Columnist, activist, and the creator of the It Gets Better project Dan Savage recently spoke at a high school journalism convention. When he opened with an attack on biblical superstitions and biblically-inspired homophobia, some felt compelled to leave:



The establishment Right wing — surprise, surprise! — was less than impressed. (I link to Breitbart because their branding of Savage as an anti-Christian 'bully' was just too ludicrous to ignore.) While he's prepared to offer that the 'pansy-assed' comments may have been a little excessive, he remains firmly unapologetic about the rest, all of it legitimate criticism:
I was not attacking the faith in which I was raised.
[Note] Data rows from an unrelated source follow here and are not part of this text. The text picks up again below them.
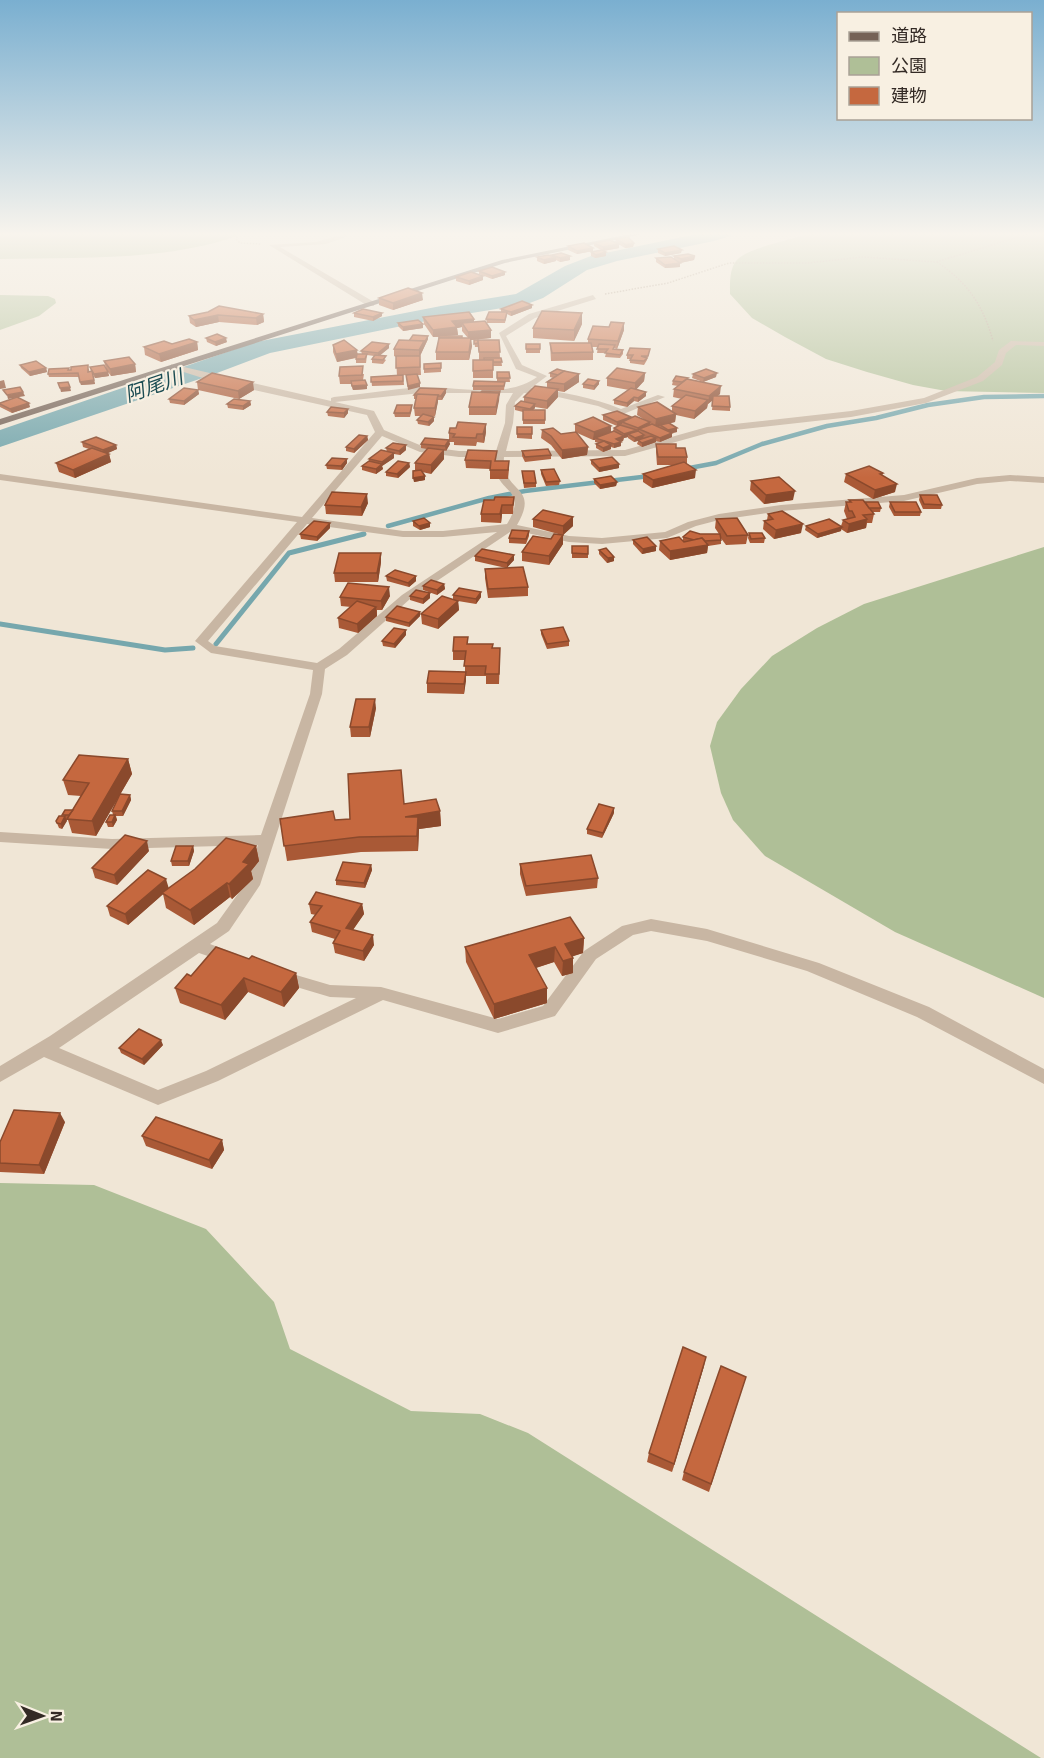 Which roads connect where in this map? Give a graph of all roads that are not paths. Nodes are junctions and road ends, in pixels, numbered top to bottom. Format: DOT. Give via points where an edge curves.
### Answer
graph roads {
  1 [pos="339,314"];
  2 [pos="537,314"];
  3 [pos="1044,344"];
  4 [pos="174,366"];
  5 [pos="521,390"];
  6 [pos="661,397"];
  7 [pos="325,401"];
  8 [pos="0,422"];
  9 [pos="380,432"];
  10 [pos="500,454"];
  11 [pos="0,477"];
  12 [pos="1044,480"];
  13 [pos="307,519"];
  14 [pos="511,527"];
  15 [pos="319,667"];
  16 [pos="0,837"];
  17 [pos="267,840"];
  18 [pos="197,946"];
  19 [pos="248,965"];
  20 [pos="269,972"];
  21 [pos="381,993"];
  22 [pos="44,1048"];
  23 [pos="0,1075"];
  24 [pos="1044,1077"];
  1 -- 4 [label="main road"];
  2 -- 5 [label="street" via="502,335 519,367 543,375 540,381"];
  3 -- 10 [label="street" via="1014,343 980,380 926,400 889,408 707,430 625,453"];
  4 -- 7 [label="street"];
  4 -- 8 [label="main road"];
  5 -- 6 [label="street" via="558,394 621,412"];
  5 -- 7 [label="street" via="421,390"];
  5 -- 10 [label="street" via="511,401"];
  7 -- 9 [label="street" via="371,413"];
  9 -- 10 [label="street" via="435,452"];
  9 -- 13 [label="street"];
  10 -- 14 [label="street" via="500,471 522,500"];
  11 -- 13 [label="street"];
  12 -- 14 [label="street" via="1010,478 904,498 781,508 719,517 667,535 602,541 569,539"];
  13 -- 14 [label="street" via="403,534"];
  13 -- 15 [label="street" via="201,641 211,650"];
  14 -- 15 [label="street" via="406,597 343,652"];
  15 -- 17 [label="street" via="316,694"];
  16 -- 17 [label="street" via="112,844"];
  17 -- 18 [label="street" via="252,885 223,927"];
  18 -- 19 [label="street"];
  18 -- 22 [label="street"];
  20 -- 21 [label="street" via="330,991"];
  21 -- 22 [label="street" via="212,1076 158,1098"];
  21 -- 24 [label="street" via="498,1026 549,1011 590,955 627,930 651,925 707,935 813,967 923,1012"];
  22 -- 23 [label="street"];
} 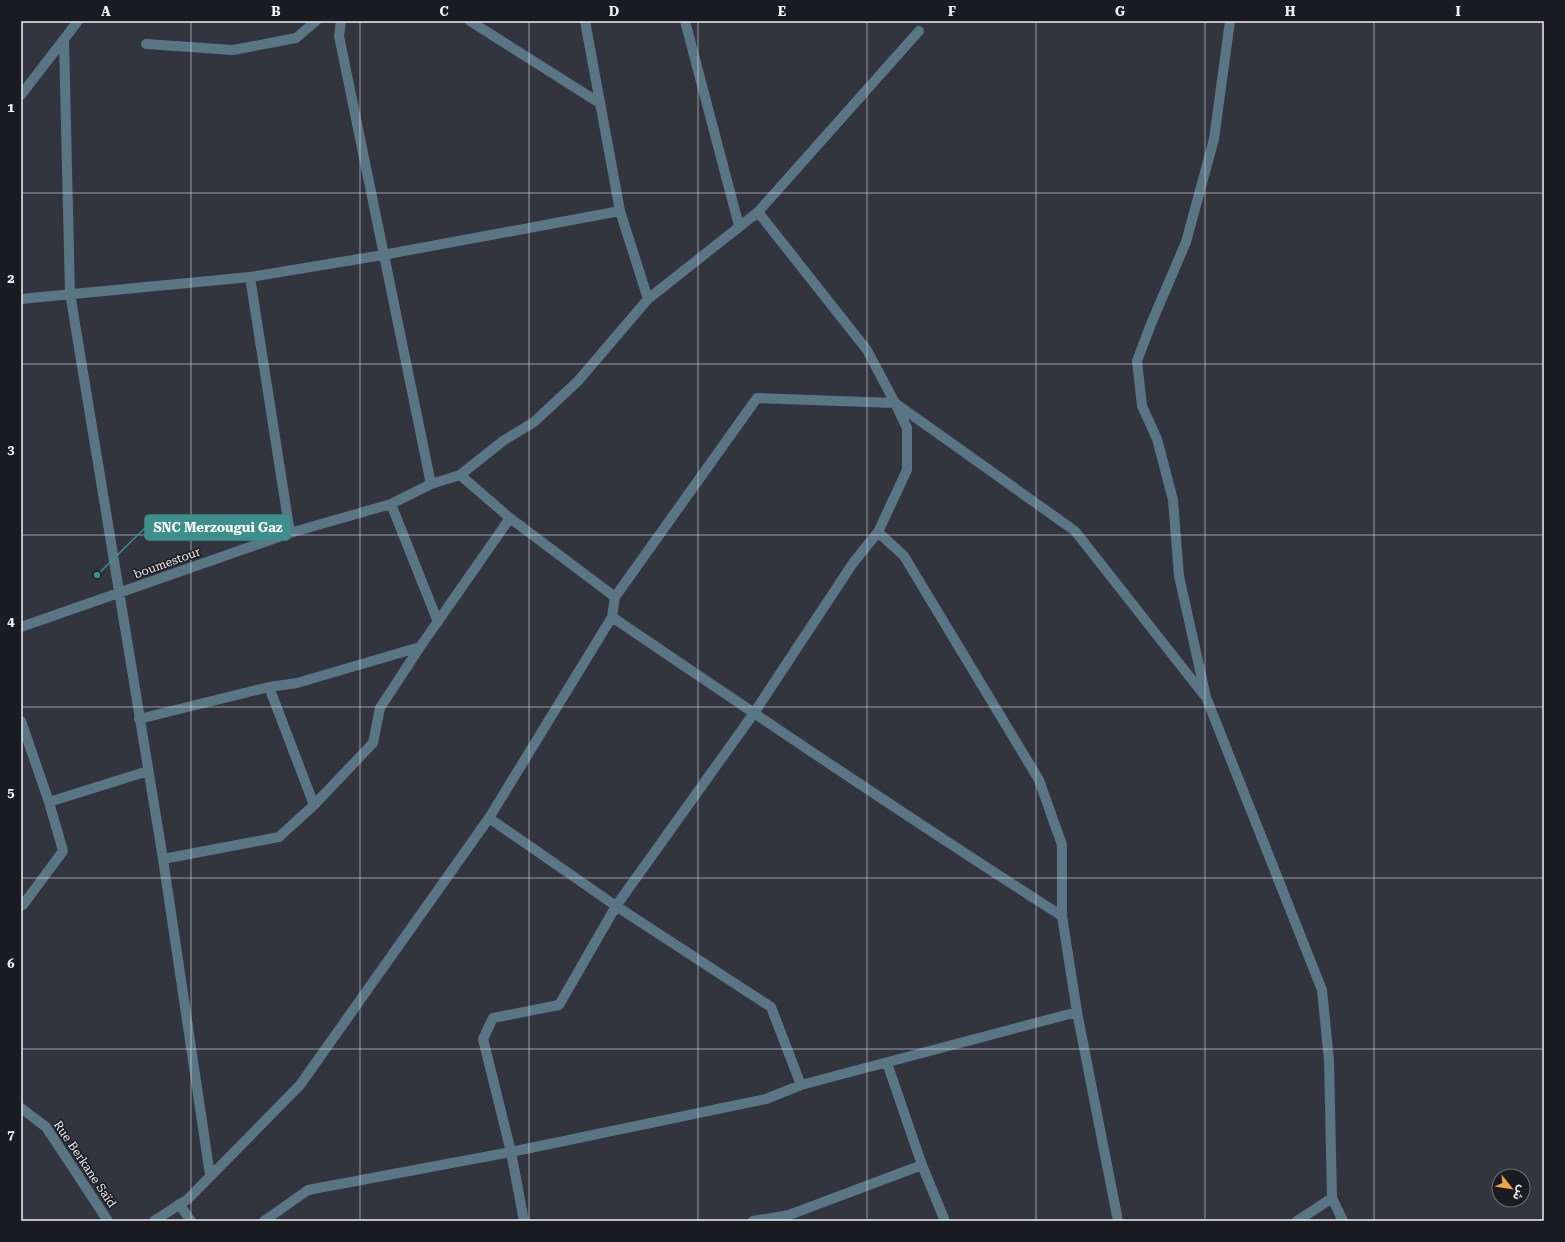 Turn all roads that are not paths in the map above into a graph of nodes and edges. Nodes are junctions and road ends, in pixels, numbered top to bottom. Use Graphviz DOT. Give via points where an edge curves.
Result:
graph roads {
  1 [pos="78,21"];
  2 [pos="316,21"];
  3 [pos="341,21"];
  4 [pos="470,21"];
  5 [pos="585,21"];
  6 [pos="685,21"];
  7 [pos="1230,21"];
  8 [pos="919,31"];
  9 [pos="64,41"];
  10 [pos="146,44"];
  11 [pos="21,95"];
  12 [pos="598,102"];
  13 [pos="620,211"];
  14 [pos="758,212"];
  15 [pos="739,226"];
  16 [pos="383,255"];
  17 [pos="250,277"];
  18 [pos="70,293"];
  19 [pos="21,298"];
  20 [pos="648,299"];
  21 [pos="895,403"];
  22 [pos="460,476"];
  23 [pos="431,484"];
  24 [pos="391,504"];
  25 [pos="510,518"];
  26 [pos="878,532"];
  27 [pos="290,533"];
  28 [pos="120,593"];
  29 [pos="615,597"];
  30 [pos="612,617"];
  31 [pos="438,622"];
  32 [pos="21,627"];
  33 [pos="420,646"];
  34 [pos="269,687"];
  35 [pos="1206,698"];
  36 [pos="754,713"];
  37 [pos="139,719"];
  38 [pos="21,721"];
  39 [pos="148,772"];
  40 [pos="49,802"];
  41 [pos="314,805"];
  42 [pos="489,818"];
  43 [pos="163,859"];
  44 [pos="22,906"];
  45 [pos="616,906"];
  46 [pos="1062,916"];
  47 [pos="1077,1012"];
  48 [pos="887,1063"];
  49 [pos="801,1085"];
  50 [pos="21,1108"];
  51 [pos="511,1152"];
  52 [pos="922,1165"];
  53 [pos="210,1175"];
  54 [pos="1332,1198"];
  55 [pos="179,1204"];
  56 [pos="108,1221"];
  57 [pos="154,1221"];
  58 [pos="191,1221"];
  59 [pos="264,1221"];
  60 [pos="524,1221"];
  61 [pos="753,1221"];
  62 [pos="945,1221"];
  63 [pos="1118,1221"];
  64 [pos="1297,1221"];
  65 [pos="1343,1221"];
  1 -- 9 [label="street"];
  2 -- 10 [label="street" via="296,38 233,50"];
  3 -- 16 [label="street" via="339,36"];
  4 -- 12 [label="street"];
  5 -- 12 [label="street"];
  6 -- 15 [label="street"];
  7 -- 35 [label="street" via="1212,147 1186,242 1137,361 1142,406 1158,439 1173,500 1179,576"];
  8 -- 14 [label="street"];
  9 -- 11 [label="street"];
  9 -- 18 [label="street"];
  12 -- 13 [label="street"];
  13 -- 16 [label="street"];
  13 -- 20 [label="street"];
  14 -- 15 [label="street"];
  14 -- 21 [label="street" via="867,350"];
  15 -- 20 [label="street"];
  16 -- 17 [label="street"];
  16 -- 23 [label="street"];
  17 -- 18 [label="street"];
  17 -- 27 [label="street"];
  18 -- 19 [label="street"];
  18 -- 28 [label="street"];
  20 -- 22 [label="street" via="578,381 534,422 503,441"];
  21 -- 26 [label="street" via="907,428 907,470"];
  21 -- 29 [label="street" via="757,398"];
  21 -- 35 [label="street" via="1076,531"];
  22 -- 23 [label="street, boumestour"];
  22 -- 25 [label="street"];
  23 -- 24 [label="street, boumestour"];
  24 -- 27 [label="street, boumestour"];
  24 -- 31 [label="street"];
  25 -- 29 [label="street"];
  25 -- 31 [label="street"];
  26 -- 36 [label="street" via="853,563"];
  26 -- 46 [label="street" via="904,556 1039,780 1062,845"];
  27 -- 28 [label="street, boumestour"];
  28 -- 32 [label="street, boumestour"];
  28 -- 37 [label="street"];
  29 -- 30 [label="street"];
  30 -- 36 [label="street"];
  30 -- 42 [label="street"];
  31 -- 33 [label="street"];
  33 -- 34 [label="street" via="297,683"];
  33 -- 41 [label="street" via="380,708 373,743"];
  34 -- 37 [label="street"];
  34 -- 41 [label="street"];
  35 -- 54 [label="street" via="1322,990 1329,1060"];
  36 -- 45 [label="street"];
  36 -- 46 [label="street" via="952,846"];
  37 -- 39 [label="street"];
  38 -- 40 [label="street"];
  39 -- 40 [label="street"];
  39 -- 43 [label="street"];
  40 -- 44 [label="street" via="63,851"];
  41 -- 43 [label="street" via="279,837"];
  42 -- 45 [label="street"];
  42 -- 53 [label="street" via="300,1085"];
  43 -- 53 [label="street"];
  45 -- 49 [label="street" via="771,1007"];
  45 -- 51 [label="street" via="559,1005 493,1018 483,1039"];
  46 -- 47 [label="street"];
  47 -- 48 [label="street"];
  47 -- 63 [label="street"];
  48 -- 49 [label="street"];
  48 -- 52 [label="street"];
  49 -- 51 [label="street" via="766,1099"];
  50 -- 56 [label="street, Rue Berkane Saïd" via="46,1127"];
  51 -- 59 [label="street" via="308,1190"];
  51 -- 60 [label="street"];
  52 -- 61 [label="street" via="789,1215"];
  52 -- 62 [label="street"];
  53 -- 55 [label="street" via="188,1199"];
  54 -- 64 [label="street"];
  54 -- 65 [label="street"];
  55 -- 57 [label="street"];
  55 -- 58 [label="street"];
}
I was attacking the argument that gay people must be discriminated against—and anti-bullying programs that address anti-gay bullying should be blocked (or exceptions should be made for bullying "motivated by faith")—because it says right there in the Bible that being gay is wrong. Yet the same people who make that claim choose to ignore what the Bible has to say about a great deal else. I did not attack Christianity. I attacked hypocrisy. My remarks can only be read as an attack on all Christians if you believe that all Christians are hypocrites. Which I don't believe.
In any case, the a la carte nature of most religious practice in the United States (and indeed the rest of the world) ensures that the Bible's more extreme passages are largely ignored, except when they're called upon as warrants for sinister bigotry of another kind altogether. The decision to place human decency above ancient scribblings is not so much a political issue as a moral one.